HOSPITALITY AND THE CREATION OF A HOME
An aporia is associated with hospitality. Genuine hospitality is not, strictly speaking, in the modern state a possible scenario. Hospitality, asylum to refugees, is only possible if we contemplate giving up everything that we seek to possess and call our own. Once this is recognised then the difficulty in enacting any absolute hospitality may be understood. Despite this, however, the whole idea of hospitality depends upon such an altruistic concept, giving up our home, and is inconceivable without it.  This internal tension keeps the concept of hospitality and the need for refugee legislation alive.

There is a more existential example of this tension, in that the notion of hospitality requires one to be the ‘master’ of the house, country or nation (and hence controlling). To be hospitable, it is first necessary that one must have the power to host. Hospitality hence makes claims to property ownership and it also partakes in the desire to establish a form of self-identity. Secondly, there is the further point that in order to be hospitable, the host must also have some kind of control over the people who are being hosted. This is because if the guests take over a house through force, then the host is no longer being hospitable towards them precisely because he is no longer in control of the situation. This means that any attempt to behave hospitably is also always partly betrothed to the keeping of guests under control, to the closing of boundaries, to nationalism, and even to the exclusion of particular groups or ethnicities.
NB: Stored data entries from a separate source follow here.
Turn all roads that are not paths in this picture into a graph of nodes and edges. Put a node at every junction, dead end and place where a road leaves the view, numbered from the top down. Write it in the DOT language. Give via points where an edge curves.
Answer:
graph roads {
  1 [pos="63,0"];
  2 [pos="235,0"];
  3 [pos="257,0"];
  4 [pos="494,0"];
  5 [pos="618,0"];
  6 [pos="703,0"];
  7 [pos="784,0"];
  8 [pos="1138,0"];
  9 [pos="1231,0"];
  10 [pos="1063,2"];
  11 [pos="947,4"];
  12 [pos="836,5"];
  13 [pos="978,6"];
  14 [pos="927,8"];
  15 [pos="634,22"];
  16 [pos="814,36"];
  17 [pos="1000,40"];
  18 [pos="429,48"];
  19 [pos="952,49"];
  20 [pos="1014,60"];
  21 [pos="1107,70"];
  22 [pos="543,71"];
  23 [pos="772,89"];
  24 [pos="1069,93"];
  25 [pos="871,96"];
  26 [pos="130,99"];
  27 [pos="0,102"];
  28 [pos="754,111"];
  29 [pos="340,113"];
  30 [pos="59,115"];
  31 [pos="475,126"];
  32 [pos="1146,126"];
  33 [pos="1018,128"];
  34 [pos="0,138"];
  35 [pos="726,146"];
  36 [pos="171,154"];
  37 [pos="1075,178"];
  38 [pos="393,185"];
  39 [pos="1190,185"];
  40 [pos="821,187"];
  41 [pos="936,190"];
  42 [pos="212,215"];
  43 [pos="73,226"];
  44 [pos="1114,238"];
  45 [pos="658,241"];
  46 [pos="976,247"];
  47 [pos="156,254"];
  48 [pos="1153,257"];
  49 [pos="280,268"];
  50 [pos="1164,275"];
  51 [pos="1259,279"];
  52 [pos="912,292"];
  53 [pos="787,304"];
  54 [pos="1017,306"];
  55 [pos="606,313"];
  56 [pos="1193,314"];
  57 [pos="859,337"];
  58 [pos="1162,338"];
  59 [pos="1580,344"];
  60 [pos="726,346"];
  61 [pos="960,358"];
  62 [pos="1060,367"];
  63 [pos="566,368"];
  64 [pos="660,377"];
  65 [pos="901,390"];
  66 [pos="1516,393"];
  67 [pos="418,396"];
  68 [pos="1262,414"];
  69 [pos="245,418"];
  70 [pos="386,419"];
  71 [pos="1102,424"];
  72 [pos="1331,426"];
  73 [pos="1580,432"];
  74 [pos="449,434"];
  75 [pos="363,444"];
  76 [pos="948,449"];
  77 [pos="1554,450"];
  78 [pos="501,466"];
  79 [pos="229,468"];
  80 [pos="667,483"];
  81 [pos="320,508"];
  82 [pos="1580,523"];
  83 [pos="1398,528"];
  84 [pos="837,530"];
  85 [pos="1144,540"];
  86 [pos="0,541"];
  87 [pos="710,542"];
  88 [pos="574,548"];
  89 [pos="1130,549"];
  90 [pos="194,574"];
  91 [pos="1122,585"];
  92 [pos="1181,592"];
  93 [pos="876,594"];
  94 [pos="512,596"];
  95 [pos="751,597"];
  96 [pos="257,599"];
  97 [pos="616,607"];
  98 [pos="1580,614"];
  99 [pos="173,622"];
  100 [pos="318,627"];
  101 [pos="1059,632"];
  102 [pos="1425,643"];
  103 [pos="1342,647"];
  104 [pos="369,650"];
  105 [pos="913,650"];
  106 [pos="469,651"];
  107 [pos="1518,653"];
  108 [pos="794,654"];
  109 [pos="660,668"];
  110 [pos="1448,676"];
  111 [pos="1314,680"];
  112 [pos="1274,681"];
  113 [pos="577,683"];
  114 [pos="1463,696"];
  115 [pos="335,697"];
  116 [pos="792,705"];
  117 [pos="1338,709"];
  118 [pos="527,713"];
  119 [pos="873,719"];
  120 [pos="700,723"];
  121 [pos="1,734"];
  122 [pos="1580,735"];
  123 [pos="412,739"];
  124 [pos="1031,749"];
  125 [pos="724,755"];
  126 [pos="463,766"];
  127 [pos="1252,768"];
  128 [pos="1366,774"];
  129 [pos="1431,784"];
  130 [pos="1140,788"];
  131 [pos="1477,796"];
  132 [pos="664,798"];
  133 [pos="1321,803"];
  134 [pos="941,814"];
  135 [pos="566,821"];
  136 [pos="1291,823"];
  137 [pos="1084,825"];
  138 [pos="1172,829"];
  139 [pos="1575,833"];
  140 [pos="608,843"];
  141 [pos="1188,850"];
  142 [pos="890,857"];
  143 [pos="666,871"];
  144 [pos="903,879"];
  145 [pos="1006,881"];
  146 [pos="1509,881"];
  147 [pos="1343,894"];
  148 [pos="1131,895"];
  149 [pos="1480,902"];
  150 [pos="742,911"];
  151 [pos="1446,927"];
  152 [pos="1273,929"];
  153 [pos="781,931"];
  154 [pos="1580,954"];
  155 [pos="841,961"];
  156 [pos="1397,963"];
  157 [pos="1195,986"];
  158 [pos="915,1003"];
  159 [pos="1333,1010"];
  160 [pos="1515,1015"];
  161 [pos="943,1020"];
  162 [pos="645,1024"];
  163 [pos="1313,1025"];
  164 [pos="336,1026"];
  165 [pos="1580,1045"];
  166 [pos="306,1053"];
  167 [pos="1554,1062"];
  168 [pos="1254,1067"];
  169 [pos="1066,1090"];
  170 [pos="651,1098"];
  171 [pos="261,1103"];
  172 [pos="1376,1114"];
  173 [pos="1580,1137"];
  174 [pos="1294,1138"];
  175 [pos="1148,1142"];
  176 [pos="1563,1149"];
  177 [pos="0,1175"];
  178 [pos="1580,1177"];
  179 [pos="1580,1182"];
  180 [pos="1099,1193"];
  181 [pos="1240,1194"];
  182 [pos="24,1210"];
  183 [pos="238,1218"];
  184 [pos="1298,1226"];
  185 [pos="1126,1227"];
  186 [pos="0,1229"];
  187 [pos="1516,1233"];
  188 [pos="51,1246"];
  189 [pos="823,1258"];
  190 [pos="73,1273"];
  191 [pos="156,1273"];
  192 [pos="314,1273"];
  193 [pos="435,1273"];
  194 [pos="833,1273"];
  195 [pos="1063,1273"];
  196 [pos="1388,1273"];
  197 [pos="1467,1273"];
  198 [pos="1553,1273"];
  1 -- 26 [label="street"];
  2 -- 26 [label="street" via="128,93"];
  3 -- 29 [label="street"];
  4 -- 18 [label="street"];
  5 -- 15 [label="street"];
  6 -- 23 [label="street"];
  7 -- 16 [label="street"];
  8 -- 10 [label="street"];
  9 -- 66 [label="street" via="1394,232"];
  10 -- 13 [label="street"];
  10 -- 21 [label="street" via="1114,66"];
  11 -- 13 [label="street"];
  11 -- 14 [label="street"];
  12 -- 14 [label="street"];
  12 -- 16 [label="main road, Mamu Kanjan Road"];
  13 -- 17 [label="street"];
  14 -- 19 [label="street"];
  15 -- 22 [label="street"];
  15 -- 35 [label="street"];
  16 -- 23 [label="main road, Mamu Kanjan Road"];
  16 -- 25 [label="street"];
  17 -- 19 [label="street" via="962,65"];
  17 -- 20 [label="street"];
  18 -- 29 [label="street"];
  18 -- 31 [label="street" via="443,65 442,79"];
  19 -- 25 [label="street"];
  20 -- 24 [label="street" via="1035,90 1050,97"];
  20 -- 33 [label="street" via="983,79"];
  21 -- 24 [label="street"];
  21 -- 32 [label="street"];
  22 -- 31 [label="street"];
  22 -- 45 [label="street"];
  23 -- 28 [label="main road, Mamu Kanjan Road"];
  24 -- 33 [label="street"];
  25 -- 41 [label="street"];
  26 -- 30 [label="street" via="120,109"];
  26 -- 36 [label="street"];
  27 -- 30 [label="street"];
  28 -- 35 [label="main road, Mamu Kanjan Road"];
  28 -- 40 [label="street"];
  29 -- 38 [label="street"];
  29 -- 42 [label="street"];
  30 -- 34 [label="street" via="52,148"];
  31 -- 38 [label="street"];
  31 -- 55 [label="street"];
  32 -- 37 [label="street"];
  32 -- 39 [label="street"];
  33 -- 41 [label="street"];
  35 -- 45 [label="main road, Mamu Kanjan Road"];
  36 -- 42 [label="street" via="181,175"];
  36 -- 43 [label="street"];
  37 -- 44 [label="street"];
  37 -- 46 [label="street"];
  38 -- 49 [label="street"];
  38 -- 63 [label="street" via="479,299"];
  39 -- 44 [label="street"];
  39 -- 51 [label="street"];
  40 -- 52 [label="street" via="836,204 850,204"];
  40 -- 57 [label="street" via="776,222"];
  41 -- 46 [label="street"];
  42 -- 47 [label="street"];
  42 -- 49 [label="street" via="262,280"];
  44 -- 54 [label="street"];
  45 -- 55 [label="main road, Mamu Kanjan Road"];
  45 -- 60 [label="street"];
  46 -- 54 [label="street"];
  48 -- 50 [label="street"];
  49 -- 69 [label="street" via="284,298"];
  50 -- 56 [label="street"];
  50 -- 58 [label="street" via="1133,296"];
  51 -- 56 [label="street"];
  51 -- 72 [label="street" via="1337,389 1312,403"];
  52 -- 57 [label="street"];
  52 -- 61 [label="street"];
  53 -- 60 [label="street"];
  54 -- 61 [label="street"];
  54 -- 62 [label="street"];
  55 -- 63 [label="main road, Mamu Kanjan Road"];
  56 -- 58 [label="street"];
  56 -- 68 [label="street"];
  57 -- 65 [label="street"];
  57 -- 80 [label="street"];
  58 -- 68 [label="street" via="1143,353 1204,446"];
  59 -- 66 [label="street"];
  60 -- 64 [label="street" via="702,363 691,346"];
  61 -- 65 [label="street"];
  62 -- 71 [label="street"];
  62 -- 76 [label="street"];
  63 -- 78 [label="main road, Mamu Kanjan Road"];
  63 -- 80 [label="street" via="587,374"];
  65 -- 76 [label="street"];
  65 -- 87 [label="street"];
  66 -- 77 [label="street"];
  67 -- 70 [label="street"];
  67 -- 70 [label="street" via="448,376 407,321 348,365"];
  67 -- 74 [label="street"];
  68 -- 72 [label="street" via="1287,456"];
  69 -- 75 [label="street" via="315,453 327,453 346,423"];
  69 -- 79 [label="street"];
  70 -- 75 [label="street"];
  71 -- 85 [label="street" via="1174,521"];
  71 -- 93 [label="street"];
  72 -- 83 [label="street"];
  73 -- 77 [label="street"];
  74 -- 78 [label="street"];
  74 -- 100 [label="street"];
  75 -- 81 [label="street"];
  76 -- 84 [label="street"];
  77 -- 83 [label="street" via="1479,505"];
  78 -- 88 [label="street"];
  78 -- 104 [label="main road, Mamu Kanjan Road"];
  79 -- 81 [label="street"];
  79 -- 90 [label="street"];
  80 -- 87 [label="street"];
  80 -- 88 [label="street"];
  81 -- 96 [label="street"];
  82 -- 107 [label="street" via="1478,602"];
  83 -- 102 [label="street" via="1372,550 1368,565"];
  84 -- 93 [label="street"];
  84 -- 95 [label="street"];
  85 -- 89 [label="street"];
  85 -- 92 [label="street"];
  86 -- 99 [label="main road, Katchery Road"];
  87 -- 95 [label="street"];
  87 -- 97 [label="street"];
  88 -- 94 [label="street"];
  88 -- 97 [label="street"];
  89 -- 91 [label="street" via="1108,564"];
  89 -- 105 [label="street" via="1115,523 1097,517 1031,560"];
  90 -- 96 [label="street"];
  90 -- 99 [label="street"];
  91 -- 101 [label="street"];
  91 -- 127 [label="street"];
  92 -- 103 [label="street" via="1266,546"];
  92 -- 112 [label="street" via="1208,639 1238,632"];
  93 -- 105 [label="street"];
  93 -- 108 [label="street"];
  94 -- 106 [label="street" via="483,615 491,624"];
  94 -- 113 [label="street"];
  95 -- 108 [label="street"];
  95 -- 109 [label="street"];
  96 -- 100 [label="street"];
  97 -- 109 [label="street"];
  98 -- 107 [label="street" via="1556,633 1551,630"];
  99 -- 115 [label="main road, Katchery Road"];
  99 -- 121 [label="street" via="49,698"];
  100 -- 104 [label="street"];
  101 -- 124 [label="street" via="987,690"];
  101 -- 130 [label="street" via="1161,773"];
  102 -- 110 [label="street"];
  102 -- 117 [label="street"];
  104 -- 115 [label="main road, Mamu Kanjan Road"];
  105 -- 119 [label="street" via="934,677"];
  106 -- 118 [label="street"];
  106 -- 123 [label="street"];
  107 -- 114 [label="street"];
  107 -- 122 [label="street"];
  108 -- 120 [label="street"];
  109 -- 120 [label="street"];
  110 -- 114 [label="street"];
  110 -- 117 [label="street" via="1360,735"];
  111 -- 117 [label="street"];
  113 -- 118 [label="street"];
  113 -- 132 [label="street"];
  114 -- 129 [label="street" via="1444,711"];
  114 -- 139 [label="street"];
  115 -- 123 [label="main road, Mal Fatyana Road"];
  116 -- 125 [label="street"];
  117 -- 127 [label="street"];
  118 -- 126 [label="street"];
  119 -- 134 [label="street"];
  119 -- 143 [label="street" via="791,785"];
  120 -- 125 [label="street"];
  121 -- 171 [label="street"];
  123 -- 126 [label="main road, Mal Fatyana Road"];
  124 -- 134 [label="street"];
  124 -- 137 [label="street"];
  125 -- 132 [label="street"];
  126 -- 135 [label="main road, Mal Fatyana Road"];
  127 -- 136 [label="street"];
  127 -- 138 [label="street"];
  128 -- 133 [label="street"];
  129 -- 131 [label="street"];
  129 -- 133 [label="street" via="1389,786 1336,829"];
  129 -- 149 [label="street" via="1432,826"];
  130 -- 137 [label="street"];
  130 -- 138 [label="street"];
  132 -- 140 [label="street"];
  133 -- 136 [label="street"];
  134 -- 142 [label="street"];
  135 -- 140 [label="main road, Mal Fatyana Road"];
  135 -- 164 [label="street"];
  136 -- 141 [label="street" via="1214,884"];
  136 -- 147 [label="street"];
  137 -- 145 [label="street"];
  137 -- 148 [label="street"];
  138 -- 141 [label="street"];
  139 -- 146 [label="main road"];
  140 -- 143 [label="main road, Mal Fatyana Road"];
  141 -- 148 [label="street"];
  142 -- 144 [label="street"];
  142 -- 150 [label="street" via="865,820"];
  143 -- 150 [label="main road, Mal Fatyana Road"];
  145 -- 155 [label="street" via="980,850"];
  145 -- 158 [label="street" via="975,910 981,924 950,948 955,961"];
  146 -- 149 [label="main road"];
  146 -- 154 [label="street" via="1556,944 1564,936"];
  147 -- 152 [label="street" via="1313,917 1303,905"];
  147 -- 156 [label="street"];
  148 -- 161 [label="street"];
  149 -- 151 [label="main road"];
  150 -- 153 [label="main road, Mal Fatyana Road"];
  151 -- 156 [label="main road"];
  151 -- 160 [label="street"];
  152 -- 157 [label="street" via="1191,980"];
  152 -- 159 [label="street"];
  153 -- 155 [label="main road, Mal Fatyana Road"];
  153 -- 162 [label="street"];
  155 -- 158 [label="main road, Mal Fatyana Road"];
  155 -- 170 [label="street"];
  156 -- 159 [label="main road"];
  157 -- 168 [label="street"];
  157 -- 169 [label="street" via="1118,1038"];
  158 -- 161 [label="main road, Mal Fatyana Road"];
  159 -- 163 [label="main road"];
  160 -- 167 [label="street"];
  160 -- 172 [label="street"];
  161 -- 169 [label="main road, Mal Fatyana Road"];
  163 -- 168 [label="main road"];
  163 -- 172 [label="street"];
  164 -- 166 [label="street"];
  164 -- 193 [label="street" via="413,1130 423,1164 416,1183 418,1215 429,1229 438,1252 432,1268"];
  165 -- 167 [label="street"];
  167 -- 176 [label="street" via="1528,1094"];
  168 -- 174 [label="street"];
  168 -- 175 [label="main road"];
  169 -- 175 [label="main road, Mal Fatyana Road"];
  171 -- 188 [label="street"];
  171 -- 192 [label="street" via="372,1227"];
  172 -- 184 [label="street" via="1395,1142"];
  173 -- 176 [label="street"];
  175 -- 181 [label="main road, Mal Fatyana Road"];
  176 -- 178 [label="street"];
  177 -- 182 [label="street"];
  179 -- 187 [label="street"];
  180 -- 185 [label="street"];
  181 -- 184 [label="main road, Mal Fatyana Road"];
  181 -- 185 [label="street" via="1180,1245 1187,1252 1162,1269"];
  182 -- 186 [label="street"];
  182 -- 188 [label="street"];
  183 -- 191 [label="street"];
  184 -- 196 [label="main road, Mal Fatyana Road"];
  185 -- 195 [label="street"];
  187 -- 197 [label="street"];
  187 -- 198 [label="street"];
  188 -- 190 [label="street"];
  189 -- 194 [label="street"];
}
In the following interview the refugee knows that he will never be offered or given hospitality by the state into which he has come.  He states that young people are arrested, they have no money, and they are not offered any form of succour. He cannot make a home as the state into which he has come is inhospitable; he knows this as a root of family is denied to him, he cannot pay lobola, he is denied a wife.

……………. Now there is this problem of arresting young people. They don’t let them take their things, nothing. When they are found they are arrested, without money, without food. When they are left in Ressano Garcia those with money go right back in. the others have to come all the way home and stay, because they have no money to go back. What can we do with these boys? ………………. He needs to work to pay lobola. We don’t have cattle anymore for our sons. I am old now, I can’t do anything for him. If he wants to bring a wife home he needs to work but when he goes to work in South Africa he is arrested. What can he do? See, he is growing a beard already, sitting there, and he has no work and no wife. Here if you want to work you have to study, it’s the only way to get a job. …………….” (Interview with Alberto Chauke, 1996)

Thus the possible conception of hospitality necessarily renders the “other others” as strangers and refugees. (Derrida J, 1997)  Whether one invokes the current international preoccupation with border control, or simply the ubiquitous suburban fences and alarm systems, it seems that hospitality always posits some kind of limit upon where the other can trespass, and hence has a tendency to be rather inhospitable. The law reflects this hospitability, it creates systems and boundaries within which the stranger may reside in the state, may develop and create a home.

On the other hand, as well as demanding some kind of mastery of house, country or nation, there is a sense in which the notion of hospitality demands a welcoming of whomever, or whatever, may be in need of that hospitality. It follows from this that unconditional hospitality, or we might say ‘impossible’ hospitality, hence involves a relinquishing of judgement and control in regard to who will receive that hospitality. In other words, hospitality also requires non-mastery, and the abandoning of all claims to property, or ownership. If that is the case, however, the ongoing possibility of hospitality thereby becomes circumvented, as there is no longer the possibility of hosting anyone, as again, there is no ownership or control.  (Derrida J, 1997)

In legal discourse ‘immigration control’ (Derrida J, 1997) means, after an analysis of legislation and policy, that asylum can only be granted to those who cannot expect the slightest economic benefit upon immigration. This is in itself absurd, how a refugee can understand that he is welcome and that the new state is extending a form of hospitality if that welcome does not entail some form of economic gain. The refugee will have to find a means of earning an income; he is not in the same legislation being placed in the care of the state. And yet how can the refugee expect to obtain some form of economic benefit from the host state without taking away the ownership of that state. It is therefore almost impossible to grant asylum or refuge to the refugee.  A refugee is not just requesting visitor’s rights, he has no home and by virtue of this condition has no name and no means of acquiring one.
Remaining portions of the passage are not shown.